As with most food, storing your sauerkraut in a can in the refrigerator isn’t a good idea. Therefore, if you have bought canned sauerkraut, you should remove it from the can and place it in a glass or plastic container. It is crucial to choose a container that can seal well.

If you prefer to keep your sauerkraut in a ziplock bag, that is perfectly acceptable as long as the bag seals completely. However, if you throw canned sauerkraut into a container or ziplock bag, remember to add the brine, too. Sauerkraut needs to be stored in brine to prevent it from drying out and becoming rancid too quickly.

Add fresh sauerkraut ingredients safely

If you enjoy filling up your supply of sauerkraut as you work your way through your sauerkraut, you can easily do so by adding fresh, finely chopped cabbage to your brine. However, be sure to wash your fresh cabbage properly because cabbage that has come into contact with bacteria or mold can spoil your entire batch.

When you add fresh cabbage to your sauerkraut supply, make sure that it is completely submerged in brine so that it can begin to ferment.

The Risk of Consuming Expired Sauerkraut

The Risk of Consuming Expired Sauerkraut

Unfortunately, consuming sauerkraut that has gone bad can make you very sick. Likewise, if sauerkraut has become contaminated by mold, it is unsafe for consumption. That is why it is so important to check carefully whether your sauerkraut is still suitable for consumption.

If you eat sauerkraut that has gone past its best, you can experience symptoms such as vomiting, diarrhea, a low-grade fever, abdominal cramping, nausea, and a headache. If you are still suffering from these symptoms after 24 hours, it is best to see a doctor. It is also essential to remain hydrated if you are recovering from food poisoning due to expired sauerkraut.

Can You Freeze Sauerkraut?

Although you can freeze sauerkraut, it will affect the texture, appearance, and taste of your sauerkraut. Many people who make or buy sauerkraut in bulk enjoy freezing it since it prolongs the shelf life of the sauerkraut significantly. However, defrosted sauerkraut doesn’t have the same fresh crunch like that of refrigerated sauerkraut.

If you keep your sauerkraut frozen, don’t be surprised if you notice that your sauerkraut seems lighter in color when it is defrosted. It is also not uncommon for frozen sauerkraut to lose its aroma, so your defrosted sauerkraut might not have a smell anymore.

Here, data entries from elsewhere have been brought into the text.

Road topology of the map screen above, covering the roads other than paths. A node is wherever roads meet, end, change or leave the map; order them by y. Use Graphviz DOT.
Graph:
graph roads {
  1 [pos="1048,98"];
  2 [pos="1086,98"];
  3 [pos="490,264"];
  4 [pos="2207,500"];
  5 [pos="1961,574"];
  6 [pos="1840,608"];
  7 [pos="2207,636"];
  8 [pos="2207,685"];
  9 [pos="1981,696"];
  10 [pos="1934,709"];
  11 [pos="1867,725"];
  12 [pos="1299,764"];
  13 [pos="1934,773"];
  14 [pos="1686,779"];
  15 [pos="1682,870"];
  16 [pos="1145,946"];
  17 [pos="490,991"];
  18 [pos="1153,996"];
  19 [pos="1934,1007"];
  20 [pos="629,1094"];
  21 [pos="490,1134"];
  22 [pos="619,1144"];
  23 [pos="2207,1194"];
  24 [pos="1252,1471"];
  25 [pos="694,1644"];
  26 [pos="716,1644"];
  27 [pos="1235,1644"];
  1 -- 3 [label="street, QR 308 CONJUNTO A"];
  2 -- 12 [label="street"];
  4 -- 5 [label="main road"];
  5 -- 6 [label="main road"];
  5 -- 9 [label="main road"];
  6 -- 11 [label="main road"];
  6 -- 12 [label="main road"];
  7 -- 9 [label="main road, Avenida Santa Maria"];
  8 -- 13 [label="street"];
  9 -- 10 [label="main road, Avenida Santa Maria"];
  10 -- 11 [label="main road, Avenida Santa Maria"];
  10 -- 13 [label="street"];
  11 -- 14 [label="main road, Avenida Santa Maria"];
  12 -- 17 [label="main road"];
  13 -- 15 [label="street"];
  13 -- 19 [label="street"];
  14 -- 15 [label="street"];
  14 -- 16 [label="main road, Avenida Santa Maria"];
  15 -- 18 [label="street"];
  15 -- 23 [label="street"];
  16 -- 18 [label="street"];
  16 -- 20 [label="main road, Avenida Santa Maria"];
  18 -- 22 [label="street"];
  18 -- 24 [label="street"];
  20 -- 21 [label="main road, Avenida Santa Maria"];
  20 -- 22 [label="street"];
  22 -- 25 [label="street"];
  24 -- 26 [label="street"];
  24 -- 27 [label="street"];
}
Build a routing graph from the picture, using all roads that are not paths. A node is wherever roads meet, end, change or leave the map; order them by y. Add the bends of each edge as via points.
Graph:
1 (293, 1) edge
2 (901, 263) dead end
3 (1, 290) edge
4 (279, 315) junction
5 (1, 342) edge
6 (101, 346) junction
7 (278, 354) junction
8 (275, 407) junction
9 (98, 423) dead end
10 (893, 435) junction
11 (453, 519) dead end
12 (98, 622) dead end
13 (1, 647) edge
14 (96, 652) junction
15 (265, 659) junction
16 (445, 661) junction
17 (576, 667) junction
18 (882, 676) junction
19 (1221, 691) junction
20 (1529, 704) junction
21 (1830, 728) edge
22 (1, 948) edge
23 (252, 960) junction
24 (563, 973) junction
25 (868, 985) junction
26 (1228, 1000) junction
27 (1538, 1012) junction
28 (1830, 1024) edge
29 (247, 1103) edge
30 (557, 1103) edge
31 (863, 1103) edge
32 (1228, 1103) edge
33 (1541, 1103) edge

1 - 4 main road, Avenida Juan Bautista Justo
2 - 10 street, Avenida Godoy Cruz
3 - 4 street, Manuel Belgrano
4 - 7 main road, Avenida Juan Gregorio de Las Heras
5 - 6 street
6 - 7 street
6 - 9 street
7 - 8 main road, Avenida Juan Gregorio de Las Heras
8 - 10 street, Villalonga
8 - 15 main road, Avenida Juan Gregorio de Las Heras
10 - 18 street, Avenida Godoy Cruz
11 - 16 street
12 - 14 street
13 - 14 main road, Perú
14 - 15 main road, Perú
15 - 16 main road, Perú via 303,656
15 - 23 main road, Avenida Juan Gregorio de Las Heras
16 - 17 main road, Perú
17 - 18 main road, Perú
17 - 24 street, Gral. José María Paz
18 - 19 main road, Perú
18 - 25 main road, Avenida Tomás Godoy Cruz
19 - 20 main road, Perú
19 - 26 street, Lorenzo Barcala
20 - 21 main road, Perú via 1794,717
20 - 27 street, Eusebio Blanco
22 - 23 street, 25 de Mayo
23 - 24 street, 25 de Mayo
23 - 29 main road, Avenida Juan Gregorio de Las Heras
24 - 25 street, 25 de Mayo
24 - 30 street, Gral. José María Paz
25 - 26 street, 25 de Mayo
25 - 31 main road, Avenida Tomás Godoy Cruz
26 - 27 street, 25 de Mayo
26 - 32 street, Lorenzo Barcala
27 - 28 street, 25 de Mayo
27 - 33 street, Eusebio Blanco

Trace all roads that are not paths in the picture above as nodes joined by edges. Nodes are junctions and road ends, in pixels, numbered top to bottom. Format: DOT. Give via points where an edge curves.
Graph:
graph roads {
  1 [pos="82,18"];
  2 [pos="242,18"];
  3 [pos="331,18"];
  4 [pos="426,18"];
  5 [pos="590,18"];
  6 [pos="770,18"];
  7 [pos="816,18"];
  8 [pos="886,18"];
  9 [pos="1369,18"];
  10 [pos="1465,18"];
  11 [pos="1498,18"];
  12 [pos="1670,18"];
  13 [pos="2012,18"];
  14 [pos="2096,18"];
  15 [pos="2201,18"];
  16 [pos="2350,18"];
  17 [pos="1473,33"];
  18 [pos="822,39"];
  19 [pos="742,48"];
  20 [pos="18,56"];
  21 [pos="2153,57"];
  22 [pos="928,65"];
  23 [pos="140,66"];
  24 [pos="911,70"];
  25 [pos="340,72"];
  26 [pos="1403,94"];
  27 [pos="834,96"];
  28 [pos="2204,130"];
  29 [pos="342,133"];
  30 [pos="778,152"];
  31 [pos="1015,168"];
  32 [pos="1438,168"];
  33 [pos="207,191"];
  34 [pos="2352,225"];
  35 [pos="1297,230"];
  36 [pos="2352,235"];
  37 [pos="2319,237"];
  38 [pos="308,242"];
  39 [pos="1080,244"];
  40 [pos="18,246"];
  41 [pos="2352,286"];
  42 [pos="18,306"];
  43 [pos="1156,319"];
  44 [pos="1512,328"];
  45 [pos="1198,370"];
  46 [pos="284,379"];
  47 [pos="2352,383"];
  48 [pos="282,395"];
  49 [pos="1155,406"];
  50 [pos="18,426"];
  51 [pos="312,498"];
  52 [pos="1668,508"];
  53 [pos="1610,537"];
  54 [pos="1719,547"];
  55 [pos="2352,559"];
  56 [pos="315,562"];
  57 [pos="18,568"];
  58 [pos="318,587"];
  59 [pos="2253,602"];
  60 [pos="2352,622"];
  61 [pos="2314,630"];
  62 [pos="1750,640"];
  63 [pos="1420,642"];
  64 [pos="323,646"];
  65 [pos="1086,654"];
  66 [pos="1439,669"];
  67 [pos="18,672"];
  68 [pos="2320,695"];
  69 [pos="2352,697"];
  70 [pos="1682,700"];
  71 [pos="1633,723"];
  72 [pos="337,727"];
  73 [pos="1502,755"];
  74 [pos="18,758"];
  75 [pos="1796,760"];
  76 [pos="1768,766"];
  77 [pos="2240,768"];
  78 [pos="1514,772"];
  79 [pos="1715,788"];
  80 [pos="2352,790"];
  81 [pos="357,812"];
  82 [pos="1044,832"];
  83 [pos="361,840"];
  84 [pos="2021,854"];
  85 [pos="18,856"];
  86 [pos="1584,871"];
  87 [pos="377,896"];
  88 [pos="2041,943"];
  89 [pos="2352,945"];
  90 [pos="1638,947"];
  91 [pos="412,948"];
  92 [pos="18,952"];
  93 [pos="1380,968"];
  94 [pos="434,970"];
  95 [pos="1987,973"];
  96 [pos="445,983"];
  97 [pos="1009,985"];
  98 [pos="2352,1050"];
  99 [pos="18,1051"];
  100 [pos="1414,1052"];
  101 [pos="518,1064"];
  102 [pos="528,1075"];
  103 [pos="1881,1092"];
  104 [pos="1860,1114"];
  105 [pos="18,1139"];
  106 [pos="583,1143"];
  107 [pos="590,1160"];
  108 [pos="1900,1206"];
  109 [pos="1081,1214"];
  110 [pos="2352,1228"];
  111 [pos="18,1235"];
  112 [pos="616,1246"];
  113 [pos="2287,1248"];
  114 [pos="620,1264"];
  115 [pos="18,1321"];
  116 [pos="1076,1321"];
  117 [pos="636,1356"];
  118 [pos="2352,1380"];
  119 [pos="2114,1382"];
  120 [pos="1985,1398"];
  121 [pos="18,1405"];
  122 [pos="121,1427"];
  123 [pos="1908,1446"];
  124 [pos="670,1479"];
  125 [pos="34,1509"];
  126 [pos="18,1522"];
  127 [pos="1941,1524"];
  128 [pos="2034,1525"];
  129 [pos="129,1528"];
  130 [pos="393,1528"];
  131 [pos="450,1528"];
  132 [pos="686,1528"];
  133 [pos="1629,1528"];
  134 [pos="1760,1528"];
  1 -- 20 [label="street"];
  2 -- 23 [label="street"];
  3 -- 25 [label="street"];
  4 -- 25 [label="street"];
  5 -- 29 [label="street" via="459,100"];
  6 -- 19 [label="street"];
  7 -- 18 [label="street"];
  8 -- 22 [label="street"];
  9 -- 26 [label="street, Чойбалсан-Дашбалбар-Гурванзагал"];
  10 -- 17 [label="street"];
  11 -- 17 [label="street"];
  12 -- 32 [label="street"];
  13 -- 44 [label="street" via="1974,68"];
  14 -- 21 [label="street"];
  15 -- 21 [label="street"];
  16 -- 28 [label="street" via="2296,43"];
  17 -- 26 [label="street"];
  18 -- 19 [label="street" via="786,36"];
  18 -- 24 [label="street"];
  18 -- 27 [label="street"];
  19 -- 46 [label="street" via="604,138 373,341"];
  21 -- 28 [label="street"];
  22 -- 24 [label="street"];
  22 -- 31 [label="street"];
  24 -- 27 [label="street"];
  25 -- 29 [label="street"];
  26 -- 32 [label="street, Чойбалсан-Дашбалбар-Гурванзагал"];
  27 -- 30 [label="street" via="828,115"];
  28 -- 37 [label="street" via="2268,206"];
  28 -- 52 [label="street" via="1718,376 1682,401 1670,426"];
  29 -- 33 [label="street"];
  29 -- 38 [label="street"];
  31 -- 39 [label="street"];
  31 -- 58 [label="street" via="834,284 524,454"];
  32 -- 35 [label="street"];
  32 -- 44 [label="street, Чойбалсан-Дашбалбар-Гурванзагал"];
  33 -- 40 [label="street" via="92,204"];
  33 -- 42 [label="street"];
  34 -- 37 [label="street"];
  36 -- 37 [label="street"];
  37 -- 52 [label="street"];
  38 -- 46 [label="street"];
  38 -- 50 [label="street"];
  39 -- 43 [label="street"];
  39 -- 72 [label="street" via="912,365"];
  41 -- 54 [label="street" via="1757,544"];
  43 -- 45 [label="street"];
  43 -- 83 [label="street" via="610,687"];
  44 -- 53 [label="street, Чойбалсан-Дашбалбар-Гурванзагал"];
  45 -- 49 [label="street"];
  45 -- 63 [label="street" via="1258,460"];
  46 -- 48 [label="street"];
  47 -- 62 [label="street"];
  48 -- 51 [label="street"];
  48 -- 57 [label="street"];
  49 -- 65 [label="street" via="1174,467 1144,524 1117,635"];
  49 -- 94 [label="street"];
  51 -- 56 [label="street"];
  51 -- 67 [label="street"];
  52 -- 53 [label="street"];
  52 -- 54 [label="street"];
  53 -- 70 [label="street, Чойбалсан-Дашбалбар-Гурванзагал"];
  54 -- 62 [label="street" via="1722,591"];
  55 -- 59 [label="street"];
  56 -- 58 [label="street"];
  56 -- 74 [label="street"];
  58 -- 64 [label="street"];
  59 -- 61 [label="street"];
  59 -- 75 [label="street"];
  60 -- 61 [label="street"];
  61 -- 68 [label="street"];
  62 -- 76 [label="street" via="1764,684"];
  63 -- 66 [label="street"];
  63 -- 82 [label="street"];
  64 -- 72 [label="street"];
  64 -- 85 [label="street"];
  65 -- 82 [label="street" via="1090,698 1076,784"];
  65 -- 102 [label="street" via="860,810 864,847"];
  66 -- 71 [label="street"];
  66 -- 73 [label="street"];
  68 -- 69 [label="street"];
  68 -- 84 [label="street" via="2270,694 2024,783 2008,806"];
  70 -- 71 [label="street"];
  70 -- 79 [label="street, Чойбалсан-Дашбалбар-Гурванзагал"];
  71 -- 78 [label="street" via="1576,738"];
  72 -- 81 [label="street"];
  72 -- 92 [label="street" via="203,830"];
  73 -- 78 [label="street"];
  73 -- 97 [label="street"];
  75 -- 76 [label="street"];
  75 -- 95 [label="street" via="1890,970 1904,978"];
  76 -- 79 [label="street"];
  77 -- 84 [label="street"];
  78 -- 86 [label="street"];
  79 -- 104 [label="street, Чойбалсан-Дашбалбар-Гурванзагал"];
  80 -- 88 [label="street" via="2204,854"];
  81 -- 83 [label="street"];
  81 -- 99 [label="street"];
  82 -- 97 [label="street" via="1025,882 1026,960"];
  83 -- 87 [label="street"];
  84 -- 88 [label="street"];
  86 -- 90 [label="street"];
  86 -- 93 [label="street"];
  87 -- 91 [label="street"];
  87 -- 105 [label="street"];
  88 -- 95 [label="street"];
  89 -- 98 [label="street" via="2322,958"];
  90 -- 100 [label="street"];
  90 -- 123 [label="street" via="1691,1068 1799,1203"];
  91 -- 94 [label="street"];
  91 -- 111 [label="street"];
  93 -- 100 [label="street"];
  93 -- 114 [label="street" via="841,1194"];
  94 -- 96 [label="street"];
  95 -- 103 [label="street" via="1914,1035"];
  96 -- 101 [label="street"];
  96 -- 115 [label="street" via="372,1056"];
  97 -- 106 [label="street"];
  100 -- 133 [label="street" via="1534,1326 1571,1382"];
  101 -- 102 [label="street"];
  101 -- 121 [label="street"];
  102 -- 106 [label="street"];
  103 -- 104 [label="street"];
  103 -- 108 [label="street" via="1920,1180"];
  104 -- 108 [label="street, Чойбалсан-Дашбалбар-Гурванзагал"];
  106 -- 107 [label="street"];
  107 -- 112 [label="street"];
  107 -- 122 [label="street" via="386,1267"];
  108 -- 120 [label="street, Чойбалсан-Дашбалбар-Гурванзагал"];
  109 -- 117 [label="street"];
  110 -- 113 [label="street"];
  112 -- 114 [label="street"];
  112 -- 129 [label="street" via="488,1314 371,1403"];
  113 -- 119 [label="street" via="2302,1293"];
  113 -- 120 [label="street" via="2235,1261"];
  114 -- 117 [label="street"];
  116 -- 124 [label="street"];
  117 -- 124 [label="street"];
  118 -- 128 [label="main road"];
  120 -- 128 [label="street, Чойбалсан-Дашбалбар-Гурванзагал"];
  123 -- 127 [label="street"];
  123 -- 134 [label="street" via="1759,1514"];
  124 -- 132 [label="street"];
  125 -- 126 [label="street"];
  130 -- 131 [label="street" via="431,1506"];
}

Similar to sauerkraut kept in the fridge, warming and cooling don’t improve the quality of the sauerkraut. Therefore, defrosting and refreezing aren’t advised. So if you have a large amount of sauerkraut on hand, freeze it in smaller portions that will make it easier to defrost only the amount you need instead of the entire batch.

Frozen sauerkraut should be left to thaw completely before the brine is removed, and then the sauerkraut can be enjoyed. Although mold contamination and bacteria growth are unlikely in a freezer, it is always best to check for signs. If you notice that your frozen sauerkraut has become contaminated, throw it out.

When you decide to freeze your sauerkraut, be sure to place it in a freezer-safe container or a ziplock bag. It is essential that you seal the container or bag properly to avoid moisture from penetrating and spoiling your sauerkraut.

Summary

Sauerkraut has become a welcomed addition to plates around the world. The fermented treat is healthy, versatile, and cheap. If you enjoy sauerkraut, you can consider always having a supply on hand so that you can reap the health benefits that sauerkraut offers. In addition, by storing your sauerkraut correctly, you can enjoy fresh and delicious sauerkraut without concerns that your sauerkraut has gone bad.